Quanto ao início de um acompanhamento mais prolongado, não acredita que haja nada específico que favoreça a paciente que foi atendida na perspectiva de um “plantão psicológico” iniciar uma “psicoterapia”. Já atendeu pacientes que achou que teria bastante o que trabalhar, mas que não se vinculou ao serviço. “Às vezes, não bateu o santo, não tá a fim naquele momento”. Citou uma paciente, “com uma demanda arretada”, a qual reconheceu a necessidade do acompanhamento, ainda assim reiterou não ter desejo em fazê-lo, tendo Paulo apernas indicado a possibilidade de ela retornar quando caso sentisse vontade.

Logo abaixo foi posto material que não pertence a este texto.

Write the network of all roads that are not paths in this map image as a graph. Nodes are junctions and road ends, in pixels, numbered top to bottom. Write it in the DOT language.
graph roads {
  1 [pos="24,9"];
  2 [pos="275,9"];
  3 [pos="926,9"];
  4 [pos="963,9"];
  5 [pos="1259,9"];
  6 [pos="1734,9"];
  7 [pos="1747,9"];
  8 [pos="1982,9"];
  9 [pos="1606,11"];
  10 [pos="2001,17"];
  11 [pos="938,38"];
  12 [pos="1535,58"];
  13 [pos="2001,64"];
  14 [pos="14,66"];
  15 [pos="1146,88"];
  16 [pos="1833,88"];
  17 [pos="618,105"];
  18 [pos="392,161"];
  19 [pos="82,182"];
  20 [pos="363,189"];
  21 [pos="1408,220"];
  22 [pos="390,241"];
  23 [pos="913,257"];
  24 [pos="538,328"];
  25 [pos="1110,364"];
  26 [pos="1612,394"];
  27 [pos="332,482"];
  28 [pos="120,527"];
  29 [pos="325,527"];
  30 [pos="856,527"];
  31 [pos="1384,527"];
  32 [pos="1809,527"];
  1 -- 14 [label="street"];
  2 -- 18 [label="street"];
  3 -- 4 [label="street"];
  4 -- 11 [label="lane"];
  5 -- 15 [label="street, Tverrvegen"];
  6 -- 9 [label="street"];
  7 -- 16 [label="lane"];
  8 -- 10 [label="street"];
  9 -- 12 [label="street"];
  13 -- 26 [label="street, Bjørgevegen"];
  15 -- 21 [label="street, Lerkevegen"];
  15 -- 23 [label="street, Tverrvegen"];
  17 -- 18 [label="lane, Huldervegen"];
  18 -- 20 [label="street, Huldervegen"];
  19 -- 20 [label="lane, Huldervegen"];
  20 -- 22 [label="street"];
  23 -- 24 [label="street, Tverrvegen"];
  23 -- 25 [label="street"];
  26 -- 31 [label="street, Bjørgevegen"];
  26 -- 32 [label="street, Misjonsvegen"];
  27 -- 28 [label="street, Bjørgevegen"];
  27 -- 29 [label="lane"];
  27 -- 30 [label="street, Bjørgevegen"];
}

Relatou também ter atendido um menino trans, que pensou em encaminhar para o Espaço Trans do HC/UFPE. Havia sido encaminhado ao SAM-WL pelo Conselho Tutelar, devido a uma violência familiar. Ele tinha vindo a Recife recentemente, morava anteriormente em São Paulo e já lá havia passado a assumir identidade de gênero masculina. Embora sua família em São Paulo fosse “um pouco mais tranquila quanto a isso”, os parentes em Recife eram “evangélicos e militares”. Segundo Paulo, ele tinha o cabelo curto e usava roupas masculinas, desejando iniciar a hormonização. Como era adolescente, com dezessete anos, ainda dependia de autorização dos responsáveis para isso, mas em breve atingiria a maioridade. Não tinha, no entanto, afirmou Paulo, interesse em realizar acompanhamento psicológico, nem manifestava nenhuma demanda aparente. Pareceu, ao seu ver, se contentar com a orientação sobre a existência do Espaço Trans.